Loss of appetite, weight loss and nausea are common presenting complaints. It has long been observed that severe depression can also be associated with pancreatic cancer, and may be the only symptom at first. A dull constant upper abdominal or mid-back pain is common. If the tumor is near the liver and gall bladder, blockage of bile drainage may occur, and is a common cause of yellow jaundice, often with no pain at all. Other patients develop diabetes from the destruction of the insulin producing cells.

DIAGNOSIS

Once the above symptoms raise the possibility of the diagnosis, confirmation is not always easy. In some cases, a simple stomach x-ray may show the bulging mass as it pushes into the stomach, but this is far from a universal finding. Ultrasound tests will show the tumor in over 80% of cases. CAT scan x-rays of the pancreas will usually show a tumor, but sometimes simple swelling of an inflamed pancreas without tumor will appear misleadingly as a cancer.

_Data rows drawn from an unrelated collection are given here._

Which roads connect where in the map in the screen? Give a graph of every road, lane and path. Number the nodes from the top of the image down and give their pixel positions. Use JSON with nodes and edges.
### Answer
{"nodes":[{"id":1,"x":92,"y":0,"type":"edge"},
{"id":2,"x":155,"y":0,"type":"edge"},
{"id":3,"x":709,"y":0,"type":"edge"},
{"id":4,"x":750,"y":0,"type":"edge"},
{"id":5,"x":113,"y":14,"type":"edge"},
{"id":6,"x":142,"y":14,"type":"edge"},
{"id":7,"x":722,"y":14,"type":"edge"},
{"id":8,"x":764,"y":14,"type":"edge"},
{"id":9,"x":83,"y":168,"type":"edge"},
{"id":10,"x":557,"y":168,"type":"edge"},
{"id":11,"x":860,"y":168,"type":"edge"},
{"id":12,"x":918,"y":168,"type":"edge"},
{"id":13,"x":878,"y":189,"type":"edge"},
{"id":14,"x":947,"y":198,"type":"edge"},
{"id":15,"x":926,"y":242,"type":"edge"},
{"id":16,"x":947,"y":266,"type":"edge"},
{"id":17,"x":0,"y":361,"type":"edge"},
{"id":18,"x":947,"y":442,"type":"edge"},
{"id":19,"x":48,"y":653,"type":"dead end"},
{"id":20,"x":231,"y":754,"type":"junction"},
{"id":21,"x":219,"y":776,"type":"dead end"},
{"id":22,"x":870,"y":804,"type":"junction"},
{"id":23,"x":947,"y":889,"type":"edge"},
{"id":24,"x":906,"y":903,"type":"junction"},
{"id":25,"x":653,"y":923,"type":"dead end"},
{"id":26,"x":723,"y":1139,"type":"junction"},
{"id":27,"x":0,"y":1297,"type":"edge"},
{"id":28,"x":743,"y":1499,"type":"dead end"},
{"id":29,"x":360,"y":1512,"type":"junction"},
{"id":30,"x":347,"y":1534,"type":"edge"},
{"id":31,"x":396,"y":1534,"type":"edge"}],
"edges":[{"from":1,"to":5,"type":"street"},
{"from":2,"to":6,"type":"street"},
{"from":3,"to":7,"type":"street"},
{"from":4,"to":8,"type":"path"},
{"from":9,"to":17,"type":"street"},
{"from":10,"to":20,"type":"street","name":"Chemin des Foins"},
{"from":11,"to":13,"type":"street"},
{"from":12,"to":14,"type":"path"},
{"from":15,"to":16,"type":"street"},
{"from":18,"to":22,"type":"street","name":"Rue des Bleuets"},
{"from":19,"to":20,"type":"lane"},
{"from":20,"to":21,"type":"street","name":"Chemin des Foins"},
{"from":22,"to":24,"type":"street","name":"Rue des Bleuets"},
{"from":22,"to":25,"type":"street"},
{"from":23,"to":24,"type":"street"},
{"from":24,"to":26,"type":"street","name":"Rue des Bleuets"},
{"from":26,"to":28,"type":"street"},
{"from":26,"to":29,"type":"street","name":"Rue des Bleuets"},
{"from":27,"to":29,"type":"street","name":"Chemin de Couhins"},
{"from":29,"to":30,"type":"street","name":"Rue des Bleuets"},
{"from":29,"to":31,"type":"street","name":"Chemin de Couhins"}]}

More invasive techniques include needle biopsies of the pancreas, and passing of a tube from the intestine (swallowed by the patient) into the ducts of the pancreas, and taking x-rays after injecting dye. Ancillary tests of the blood and digestive function can enhance one’s diagnostic confidence, but do not of themselves confirm the diagnosis.

TREATMENT and PROGNOSIS

Surgery is almost never curative, but when a tumor is apparently well-localized may offer the only chance for cure, however remote. It is a radical procedure, and has its own risks and side effects. Surgery can also provide temporary relief of liver or intestinal blockage, and improvement in the pain if a mechanical cause is present.

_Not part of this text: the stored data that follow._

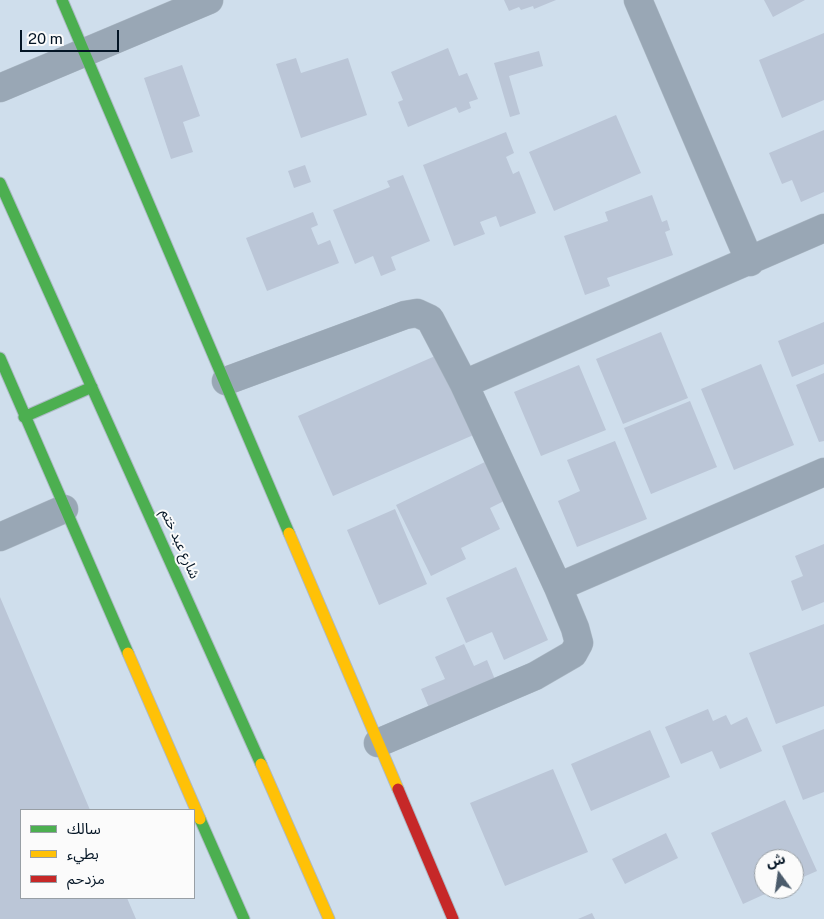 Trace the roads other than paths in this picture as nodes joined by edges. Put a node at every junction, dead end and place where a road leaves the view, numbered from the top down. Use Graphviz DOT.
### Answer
graph roads {
  1 [pos="62,0"];
  2 [pos="208,0"];
  3 [pos="638,0"];
  4 [pos="86,52"];
  5 [pos="0,88"];
  6 [pos="0,183"];
  7 [pos="824,228"];
  8 [pos="750,262"];
  9 [pos="0,358"];
  10 [pos="226,381"];
  11 [pos="464,384"];
  12 [pos="92,387"];
  13 [pos="24,418"];
  14 [pos="824,472"];
  15 [pos="64,509"];
  16 [pos="0,537"];
  17 [pos="558,587"];
  18 [pos="378,743"];
  19 [pos="244,919"];
  20 [pos="329,919"];
  21 [pos="453,919"];
  1 -- 4 [label="main road"];
  2 -- 4 [label="street"];
  3 -- 8 [label="street"];
  4 -- 5 [label="street"];
  4 -- 10 [label="main road"];
  6 -- 12 [label="main road, شارع عبد ختم"];
  7 -- 8 [label="street"];
  8 -- 11 [label="street"];
  9 -- 13 [label="main road"];
  10 -- 11 [label="street"];
  10 -- 18 [label="main road"];
  11 -- 17 [label="street"];
  12 -- 13 [label="main road"];
  12 -- 20 [label="main road, شارع عبد ختم"];
  13 -- 15 [label="main road"];
  14 -- 17 [label="street"];
  15 -- 16 [label="street"];
  15 -- 19 [label="main road"];
  17 -- 18 [label="street"];
  18 -- 21 [label="main road"];
} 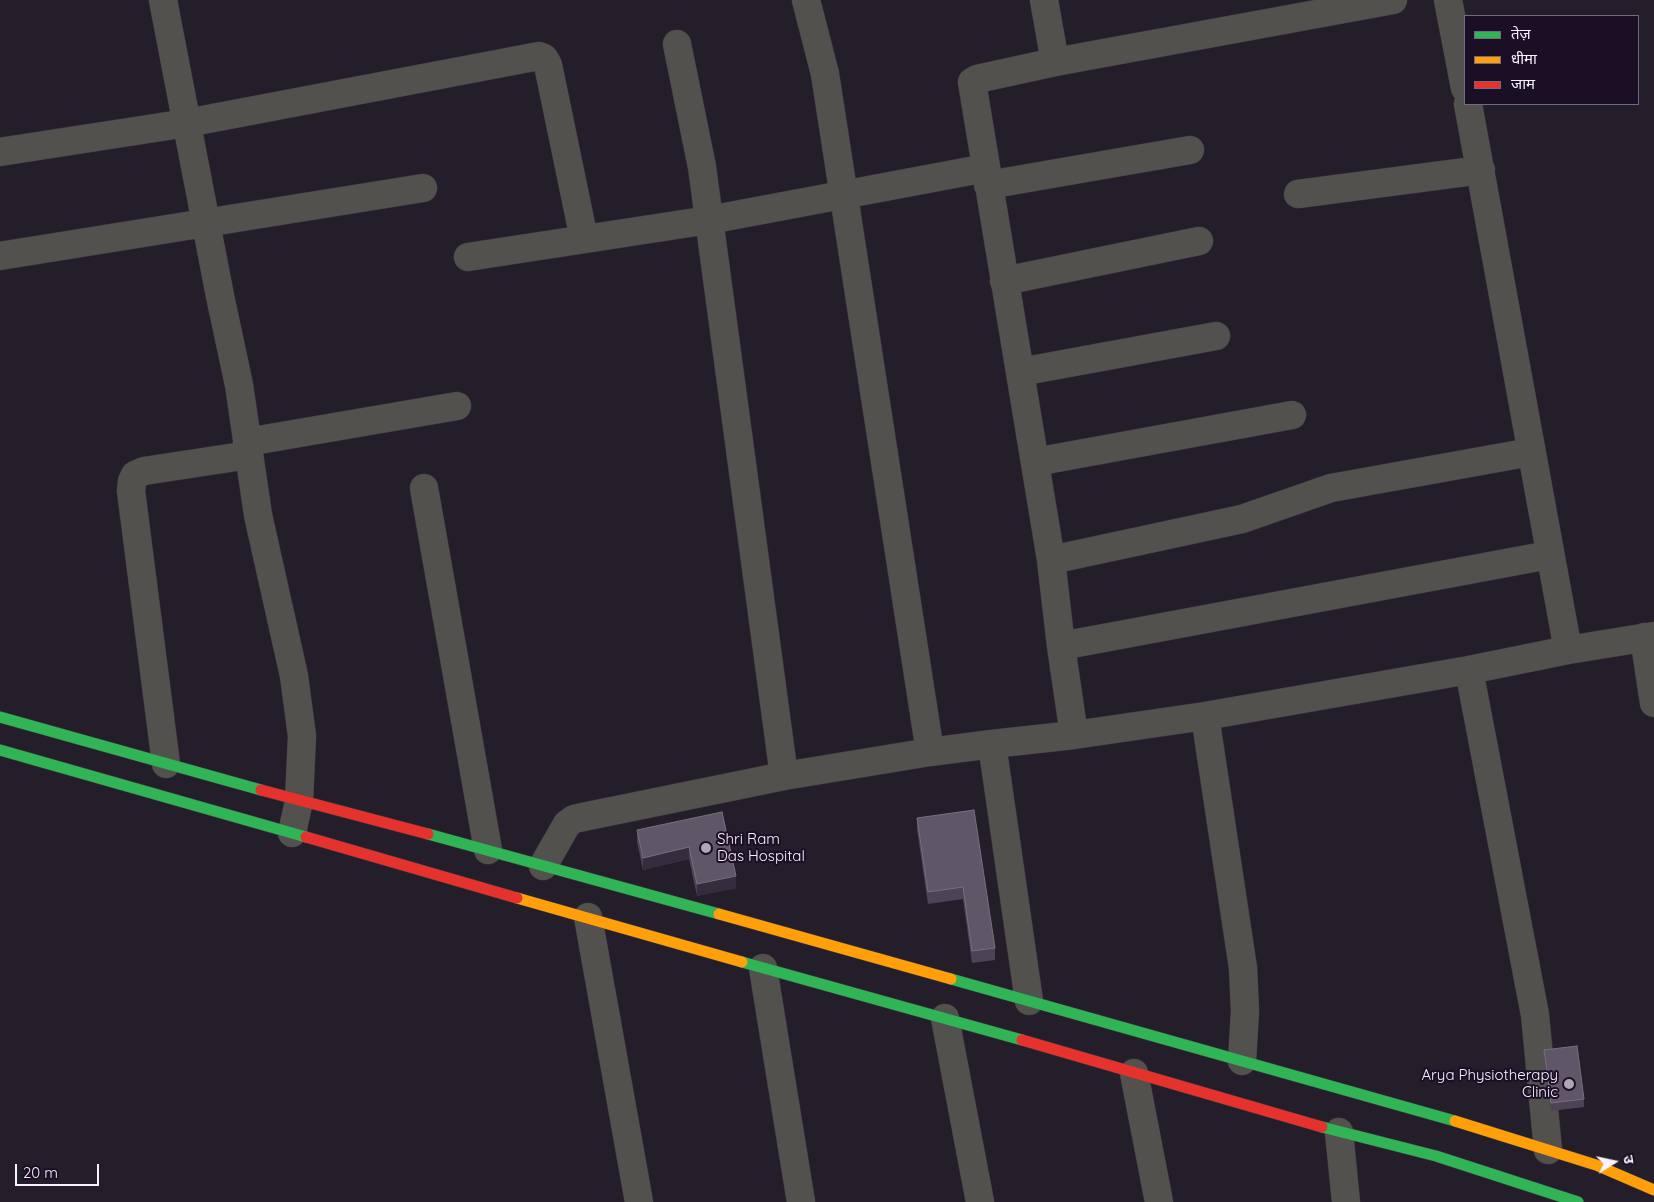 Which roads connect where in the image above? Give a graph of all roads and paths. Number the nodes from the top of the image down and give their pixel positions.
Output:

Various types of radiation therapy have been investigated, and some temporary improvements have been noted. Unfortunately, uninvolved organs must necessarily receive high doses as well, and side effects may be severe, involving the stomach and spinal cord among other organs. Thus the role of radiation is currently quite limited.

Chemotherapy can provide temporary improvement in about 20% of treated patients, and may prolong survival slightly at the expense of side-effects.

As may be deduced from the above, the prognosis of this disease is grim with or without treatment. Within one year of the diagnosis, 90% of patients are dead. The five year cure rate is probably around 5%. Little hope for improvement in these figures can be expected until research shows more about the causes and means of early detection for this most dismal cancer.